Set the data below down again, exactly, with every picture left out.
=== DATA BELOW ===
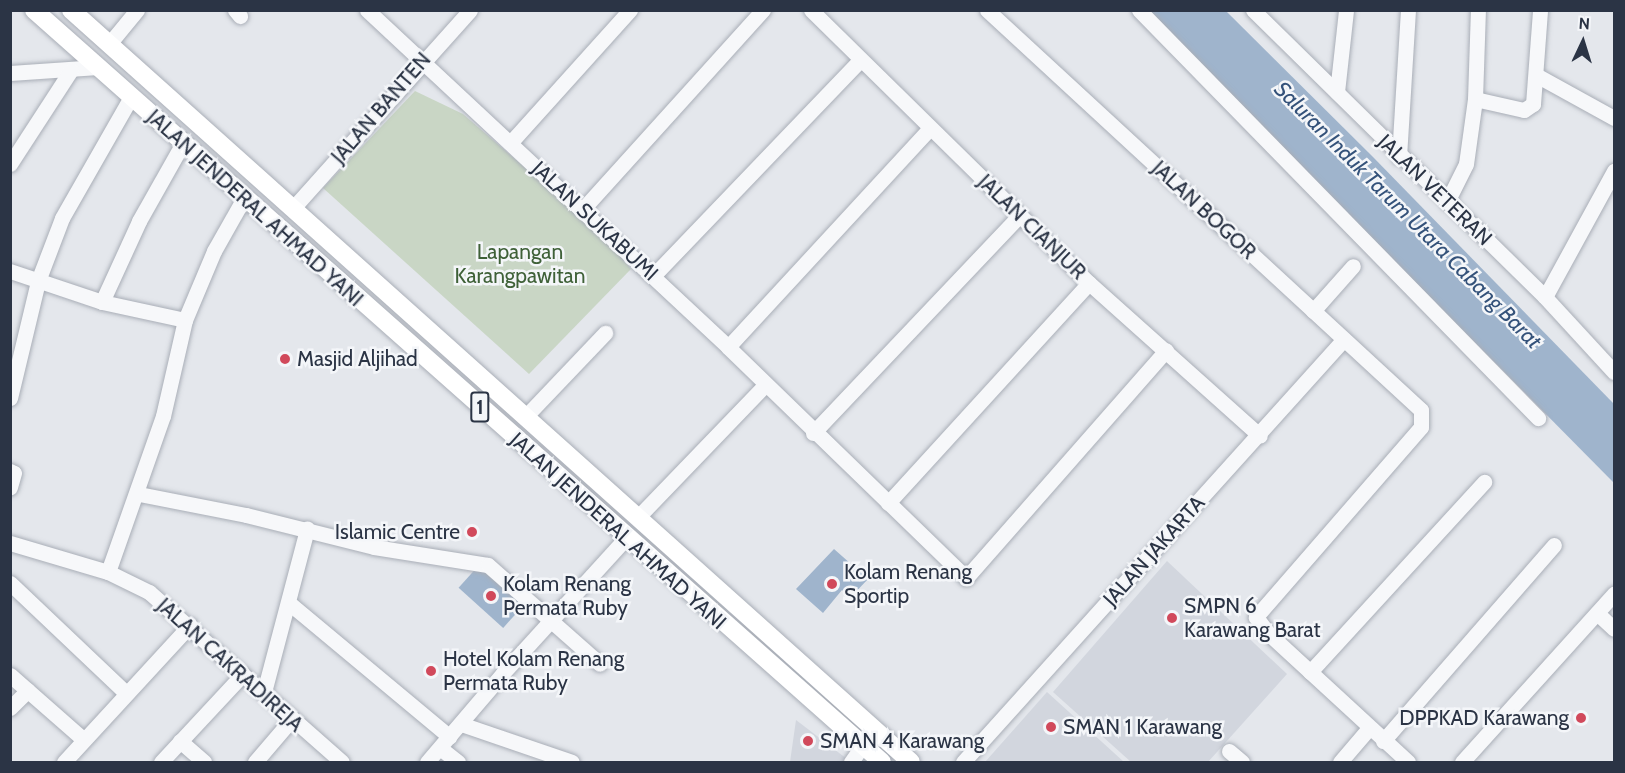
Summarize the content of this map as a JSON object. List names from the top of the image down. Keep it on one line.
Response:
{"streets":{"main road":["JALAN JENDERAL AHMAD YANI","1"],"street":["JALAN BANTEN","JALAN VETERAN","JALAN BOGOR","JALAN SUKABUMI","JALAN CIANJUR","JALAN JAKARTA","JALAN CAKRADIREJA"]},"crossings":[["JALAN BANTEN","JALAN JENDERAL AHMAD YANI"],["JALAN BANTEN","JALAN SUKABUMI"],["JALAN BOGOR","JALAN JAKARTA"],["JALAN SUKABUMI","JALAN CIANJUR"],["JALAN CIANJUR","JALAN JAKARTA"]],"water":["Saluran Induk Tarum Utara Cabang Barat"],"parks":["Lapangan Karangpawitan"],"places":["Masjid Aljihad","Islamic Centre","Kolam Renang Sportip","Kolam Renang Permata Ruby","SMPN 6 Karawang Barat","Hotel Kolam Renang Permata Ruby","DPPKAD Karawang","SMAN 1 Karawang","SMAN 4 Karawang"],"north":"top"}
===
RESPONSE FOR THIS EXERCISE
Summarize the content of this map as a JSON object. List names from the top of the image down. Keep it on one line.
Response:
{"streets":{"main road":["JALAN JENDERAL AHMAD YANI","1"],"street":["JALAN BANTEN","JALAN VETERAN","JALAN BOGOR","JALAN SUKABUMI","JALAN CIANJUR","JALAN JAKARTA","JALAN CAKRADIREJA"]},"crossings":[["JALAN BANTEN","JALAN JENDERAL AHMAD YANI"],["JALAN BANTEN","JALAN SUKABUMI"],["JALAN BOGOR","JALAN JAKARTA"],["JALAN SUKABUMI","JALAN CIANJUR"],["JALAN CIANJUR","JALAN JAKARTA"]],"water":["Saluran Induk Tarum Utara Cabang Barat"],"parks":["Lapangan Karangpawitan"],"places":["Masjid Aljihad","Islamic Centre","Kolam Renang Sportip","Kolam Renang Permata Ruby","SMPN 6 Karawang Barat","Hotel Kolam Renang Permata Ruby","DPPKAD Karawang","SMAN 1 Karawang","SMAN 4 Karawang"],"north":"top"}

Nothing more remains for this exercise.